== Given records ==
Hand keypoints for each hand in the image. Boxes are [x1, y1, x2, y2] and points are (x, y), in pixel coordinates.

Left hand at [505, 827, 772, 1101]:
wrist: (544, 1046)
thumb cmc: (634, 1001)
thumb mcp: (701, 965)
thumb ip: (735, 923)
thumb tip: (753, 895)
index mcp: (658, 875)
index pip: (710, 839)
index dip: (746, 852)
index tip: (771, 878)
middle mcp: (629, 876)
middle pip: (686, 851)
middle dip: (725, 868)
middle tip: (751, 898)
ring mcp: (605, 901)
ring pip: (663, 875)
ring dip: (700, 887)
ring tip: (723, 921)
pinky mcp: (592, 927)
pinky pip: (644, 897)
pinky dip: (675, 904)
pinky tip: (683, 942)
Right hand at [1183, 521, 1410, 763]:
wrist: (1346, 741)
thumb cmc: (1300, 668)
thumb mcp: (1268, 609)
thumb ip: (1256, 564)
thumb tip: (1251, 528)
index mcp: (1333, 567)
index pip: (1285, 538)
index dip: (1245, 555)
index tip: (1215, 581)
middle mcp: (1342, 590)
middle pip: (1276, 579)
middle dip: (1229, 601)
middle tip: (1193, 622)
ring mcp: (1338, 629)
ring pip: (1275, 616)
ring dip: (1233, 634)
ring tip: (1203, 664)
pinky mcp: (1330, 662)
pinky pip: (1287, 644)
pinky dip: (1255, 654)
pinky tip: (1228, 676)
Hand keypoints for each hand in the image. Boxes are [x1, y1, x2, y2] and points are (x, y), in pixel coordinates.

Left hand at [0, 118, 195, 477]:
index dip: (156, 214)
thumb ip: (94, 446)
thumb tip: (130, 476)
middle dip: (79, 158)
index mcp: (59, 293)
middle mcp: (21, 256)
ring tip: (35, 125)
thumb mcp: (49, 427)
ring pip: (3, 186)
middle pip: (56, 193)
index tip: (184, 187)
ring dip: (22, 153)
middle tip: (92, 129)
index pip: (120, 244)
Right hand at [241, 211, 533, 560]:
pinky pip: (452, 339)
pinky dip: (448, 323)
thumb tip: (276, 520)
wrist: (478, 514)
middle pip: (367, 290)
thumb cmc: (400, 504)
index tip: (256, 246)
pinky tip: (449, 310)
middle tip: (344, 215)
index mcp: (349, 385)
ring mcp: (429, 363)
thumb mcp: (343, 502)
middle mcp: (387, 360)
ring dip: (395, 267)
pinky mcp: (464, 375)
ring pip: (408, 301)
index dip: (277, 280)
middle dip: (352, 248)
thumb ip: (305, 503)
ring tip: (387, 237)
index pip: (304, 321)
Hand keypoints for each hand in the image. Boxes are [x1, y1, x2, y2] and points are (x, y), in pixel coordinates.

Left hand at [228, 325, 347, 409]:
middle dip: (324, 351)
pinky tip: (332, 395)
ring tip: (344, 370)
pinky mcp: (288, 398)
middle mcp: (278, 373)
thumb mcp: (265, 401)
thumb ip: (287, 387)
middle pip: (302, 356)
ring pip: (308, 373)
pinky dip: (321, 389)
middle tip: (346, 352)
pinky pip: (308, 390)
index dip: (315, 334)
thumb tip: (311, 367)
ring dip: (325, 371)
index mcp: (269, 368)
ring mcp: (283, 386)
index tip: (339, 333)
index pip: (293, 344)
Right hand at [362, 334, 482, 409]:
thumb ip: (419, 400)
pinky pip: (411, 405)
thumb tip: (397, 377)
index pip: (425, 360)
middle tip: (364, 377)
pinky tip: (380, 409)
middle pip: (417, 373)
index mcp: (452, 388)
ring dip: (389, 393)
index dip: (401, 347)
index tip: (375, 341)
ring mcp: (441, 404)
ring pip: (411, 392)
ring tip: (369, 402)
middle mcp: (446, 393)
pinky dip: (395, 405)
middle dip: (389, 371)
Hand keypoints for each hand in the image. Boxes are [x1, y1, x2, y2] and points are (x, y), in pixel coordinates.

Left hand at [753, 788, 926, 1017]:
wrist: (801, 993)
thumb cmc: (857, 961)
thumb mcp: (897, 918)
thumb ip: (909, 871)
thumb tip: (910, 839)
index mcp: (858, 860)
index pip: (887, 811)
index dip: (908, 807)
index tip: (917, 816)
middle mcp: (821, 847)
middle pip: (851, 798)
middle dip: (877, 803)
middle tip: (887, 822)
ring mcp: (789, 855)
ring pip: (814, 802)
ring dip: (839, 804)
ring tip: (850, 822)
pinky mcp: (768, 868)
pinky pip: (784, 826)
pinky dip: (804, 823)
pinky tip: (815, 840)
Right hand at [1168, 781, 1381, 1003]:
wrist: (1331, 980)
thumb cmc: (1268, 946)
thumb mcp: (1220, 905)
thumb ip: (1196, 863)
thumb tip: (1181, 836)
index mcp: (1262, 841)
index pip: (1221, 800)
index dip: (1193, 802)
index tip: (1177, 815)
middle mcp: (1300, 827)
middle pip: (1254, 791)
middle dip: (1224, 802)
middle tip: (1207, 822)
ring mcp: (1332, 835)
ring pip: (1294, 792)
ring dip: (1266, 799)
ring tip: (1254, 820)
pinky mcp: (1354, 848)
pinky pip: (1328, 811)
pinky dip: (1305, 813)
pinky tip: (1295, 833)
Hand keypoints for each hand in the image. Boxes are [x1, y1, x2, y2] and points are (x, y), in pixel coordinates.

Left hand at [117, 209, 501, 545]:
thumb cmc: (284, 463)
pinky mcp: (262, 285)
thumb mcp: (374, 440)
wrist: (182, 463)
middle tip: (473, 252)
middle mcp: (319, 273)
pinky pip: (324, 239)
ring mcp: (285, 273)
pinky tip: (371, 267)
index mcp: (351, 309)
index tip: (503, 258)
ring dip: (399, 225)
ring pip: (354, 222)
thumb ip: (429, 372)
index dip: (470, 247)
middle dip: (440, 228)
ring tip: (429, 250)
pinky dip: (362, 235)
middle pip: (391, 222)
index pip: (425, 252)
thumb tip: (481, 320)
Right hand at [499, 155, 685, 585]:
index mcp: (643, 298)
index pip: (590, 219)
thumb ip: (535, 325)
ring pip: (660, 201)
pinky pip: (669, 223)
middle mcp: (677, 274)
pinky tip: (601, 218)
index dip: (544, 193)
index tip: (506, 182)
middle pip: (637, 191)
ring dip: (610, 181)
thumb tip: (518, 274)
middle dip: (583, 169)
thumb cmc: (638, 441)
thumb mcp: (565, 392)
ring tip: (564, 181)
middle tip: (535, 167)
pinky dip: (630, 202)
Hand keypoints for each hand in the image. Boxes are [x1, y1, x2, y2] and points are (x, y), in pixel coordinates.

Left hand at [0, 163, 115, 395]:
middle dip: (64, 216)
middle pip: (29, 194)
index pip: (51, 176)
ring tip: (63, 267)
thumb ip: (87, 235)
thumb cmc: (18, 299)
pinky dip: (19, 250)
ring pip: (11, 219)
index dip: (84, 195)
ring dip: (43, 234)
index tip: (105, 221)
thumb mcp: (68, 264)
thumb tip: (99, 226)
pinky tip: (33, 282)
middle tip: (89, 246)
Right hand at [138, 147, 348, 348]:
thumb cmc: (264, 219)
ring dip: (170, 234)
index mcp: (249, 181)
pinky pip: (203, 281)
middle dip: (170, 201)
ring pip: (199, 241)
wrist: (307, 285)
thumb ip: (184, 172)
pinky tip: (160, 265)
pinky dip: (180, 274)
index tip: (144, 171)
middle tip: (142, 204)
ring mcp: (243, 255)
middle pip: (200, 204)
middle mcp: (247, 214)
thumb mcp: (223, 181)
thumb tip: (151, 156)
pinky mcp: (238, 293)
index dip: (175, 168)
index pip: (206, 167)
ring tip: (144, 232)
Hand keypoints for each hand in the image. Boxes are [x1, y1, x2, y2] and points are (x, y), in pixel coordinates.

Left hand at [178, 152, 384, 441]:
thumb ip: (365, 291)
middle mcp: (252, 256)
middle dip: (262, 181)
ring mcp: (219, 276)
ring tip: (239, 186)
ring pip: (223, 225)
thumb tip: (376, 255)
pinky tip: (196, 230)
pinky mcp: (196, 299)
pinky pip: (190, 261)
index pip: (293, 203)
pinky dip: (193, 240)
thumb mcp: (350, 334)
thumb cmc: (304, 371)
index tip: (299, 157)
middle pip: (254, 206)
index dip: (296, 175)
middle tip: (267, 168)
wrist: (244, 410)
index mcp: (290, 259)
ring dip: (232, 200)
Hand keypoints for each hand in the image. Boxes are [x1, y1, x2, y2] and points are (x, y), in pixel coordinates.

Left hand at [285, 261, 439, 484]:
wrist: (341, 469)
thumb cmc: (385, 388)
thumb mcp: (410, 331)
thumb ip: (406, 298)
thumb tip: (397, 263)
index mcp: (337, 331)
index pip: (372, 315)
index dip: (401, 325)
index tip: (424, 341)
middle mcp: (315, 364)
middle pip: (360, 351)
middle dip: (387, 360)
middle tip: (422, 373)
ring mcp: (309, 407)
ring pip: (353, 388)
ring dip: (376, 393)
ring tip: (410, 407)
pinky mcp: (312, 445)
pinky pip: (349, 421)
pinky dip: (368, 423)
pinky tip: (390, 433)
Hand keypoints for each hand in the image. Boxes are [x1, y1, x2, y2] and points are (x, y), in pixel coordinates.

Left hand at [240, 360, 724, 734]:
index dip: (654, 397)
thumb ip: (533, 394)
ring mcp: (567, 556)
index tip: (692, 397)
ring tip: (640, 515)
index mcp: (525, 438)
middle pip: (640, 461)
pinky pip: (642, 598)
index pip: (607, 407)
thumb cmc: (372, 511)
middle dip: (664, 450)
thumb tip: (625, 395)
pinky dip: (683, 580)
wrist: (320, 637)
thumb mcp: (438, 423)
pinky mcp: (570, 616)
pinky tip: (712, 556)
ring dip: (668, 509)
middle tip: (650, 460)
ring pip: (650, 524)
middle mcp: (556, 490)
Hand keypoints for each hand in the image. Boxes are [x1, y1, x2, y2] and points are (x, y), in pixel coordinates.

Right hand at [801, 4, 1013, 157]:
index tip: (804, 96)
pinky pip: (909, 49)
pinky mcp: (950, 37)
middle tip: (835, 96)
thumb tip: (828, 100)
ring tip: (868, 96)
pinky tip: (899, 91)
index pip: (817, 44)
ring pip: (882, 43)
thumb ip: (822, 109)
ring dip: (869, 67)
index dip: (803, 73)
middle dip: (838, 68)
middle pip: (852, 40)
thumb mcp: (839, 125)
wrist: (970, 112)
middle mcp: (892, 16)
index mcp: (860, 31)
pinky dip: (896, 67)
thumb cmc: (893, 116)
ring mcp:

== Assignment ==
Count how many of the lines in the material include the word "Right", and state that number without anything else.

== Solution to this task ==
7